### WHAT THE EXERCISE ASKS:
Write out the data exactly, keeping every line.

### DATASET EXCERPTS:
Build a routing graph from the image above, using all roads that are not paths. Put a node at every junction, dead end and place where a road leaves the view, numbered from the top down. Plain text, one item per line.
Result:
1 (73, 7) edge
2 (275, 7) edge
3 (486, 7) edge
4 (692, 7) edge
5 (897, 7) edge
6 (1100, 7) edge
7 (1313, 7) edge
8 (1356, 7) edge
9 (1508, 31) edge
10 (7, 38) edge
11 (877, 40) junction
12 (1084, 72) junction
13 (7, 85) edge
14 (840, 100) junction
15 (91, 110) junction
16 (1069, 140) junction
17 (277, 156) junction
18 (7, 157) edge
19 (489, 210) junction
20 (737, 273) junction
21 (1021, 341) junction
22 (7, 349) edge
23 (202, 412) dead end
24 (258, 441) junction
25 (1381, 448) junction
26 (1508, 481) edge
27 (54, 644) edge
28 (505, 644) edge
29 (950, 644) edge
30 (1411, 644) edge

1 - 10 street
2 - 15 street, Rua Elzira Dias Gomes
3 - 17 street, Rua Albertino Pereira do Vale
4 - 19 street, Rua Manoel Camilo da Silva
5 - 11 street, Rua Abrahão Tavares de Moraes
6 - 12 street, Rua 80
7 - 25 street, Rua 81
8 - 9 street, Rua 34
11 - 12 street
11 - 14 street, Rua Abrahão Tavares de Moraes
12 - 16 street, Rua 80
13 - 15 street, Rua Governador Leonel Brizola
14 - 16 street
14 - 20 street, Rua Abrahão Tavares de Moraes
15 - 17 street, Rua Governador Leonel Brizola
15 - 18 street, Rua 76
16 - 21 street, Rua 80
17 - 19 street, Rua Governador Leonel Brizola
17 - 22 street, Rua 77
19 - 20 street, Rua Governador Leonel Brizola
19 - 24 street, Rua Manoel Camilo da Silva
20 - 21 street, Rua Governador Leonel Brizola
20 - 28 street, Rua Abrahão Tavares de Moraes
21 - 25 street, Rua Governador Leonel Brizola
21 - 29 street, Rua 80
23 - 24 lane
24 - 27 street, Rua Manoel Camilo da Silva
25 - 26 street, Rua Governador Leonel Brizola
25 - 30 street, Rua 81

### EXERCISE SOLUTION:
Build a routing graph from the image above, using all roads that are not paths. Put a node at every junction, dead end and place where a road leaves the view, numbered from the top down. Plain text, one item per line.
Result:
1 (73, 7) edge
2 (275, 7) edge
3 (486, 7) edge
4 (692, 7) edge
5 (897, 7) edge
6 (1100, 7) edge
7 (1313, 7) edge
8 (1356, 7) edge
9 (1508, 31) edge
10 (7, 38) edge
11 (877, 40) junction
12 (1084, 72) junction
13 (7, 85) edge
14 (840, 100) junction
15 (91, 110) junction
16 (1069, 140) junction
17 (277, 156) junction
18 (7, 157) edge
19 (489, 210) junction
20 (737, 273) junction
21 (1021, 341) junction
22 (7, 349) edge
23 (202, 412) dead end
24 (258, 441) junction
25 (1381, 448) junction
26 (1508, 481) edge
27 (54, 644) edge
28 (505, 644) edge
29 (950, 644) edge
30 (1411, 644) edge

1 - 10 street
2 - 15 street, Rua Elzira Dias Gomes
3 - 17 street, Rua Albertino Pereira do Vale
4 - 19 street, Rua Manoel Camilo da Silva
5 - 11 street, Rua Abrahão Tavares de Moraes
6 - 12 street, Rua 80
7 - 25 street, Rua 81
8 - 9 street, Rua 34
11 - 12 street
11 - 14 street, Rua Abrahão Tavares de Moraes
12 - 16 street, Rua 80
13 - 15 street, Rua Governador Leonel Brizola
14 - 16 street
14 - 20 street, Rua Abrahão Tavares de Moraes
15 - 17 street, Rua Governador Leonel Brizola
15 - 18 street, Rua 76
16 - 21 street, Rua 80
17 - 19 street, Rua Governador Leonel Brizola
17 - 22 street, Rua 77
19 - 20 street, Rua Governador Leonel Brizola
19 - 24 street, Rua Manoel Camilo da Silva
20 - 21 street, Rua Governador Leonel Brizola
20 - 28 street, Rua Abrahão Tavares de Moraes
21 - 25 street, Rua Governador Leonel Brizola
21 - 29 street, Rua 80
23 - 24 lane
24 - 27 street, Rua Manoel Camilo da Silva
25 - 26 street, Rua Governador Leonel Brizola
25 - 30 street, Rua 81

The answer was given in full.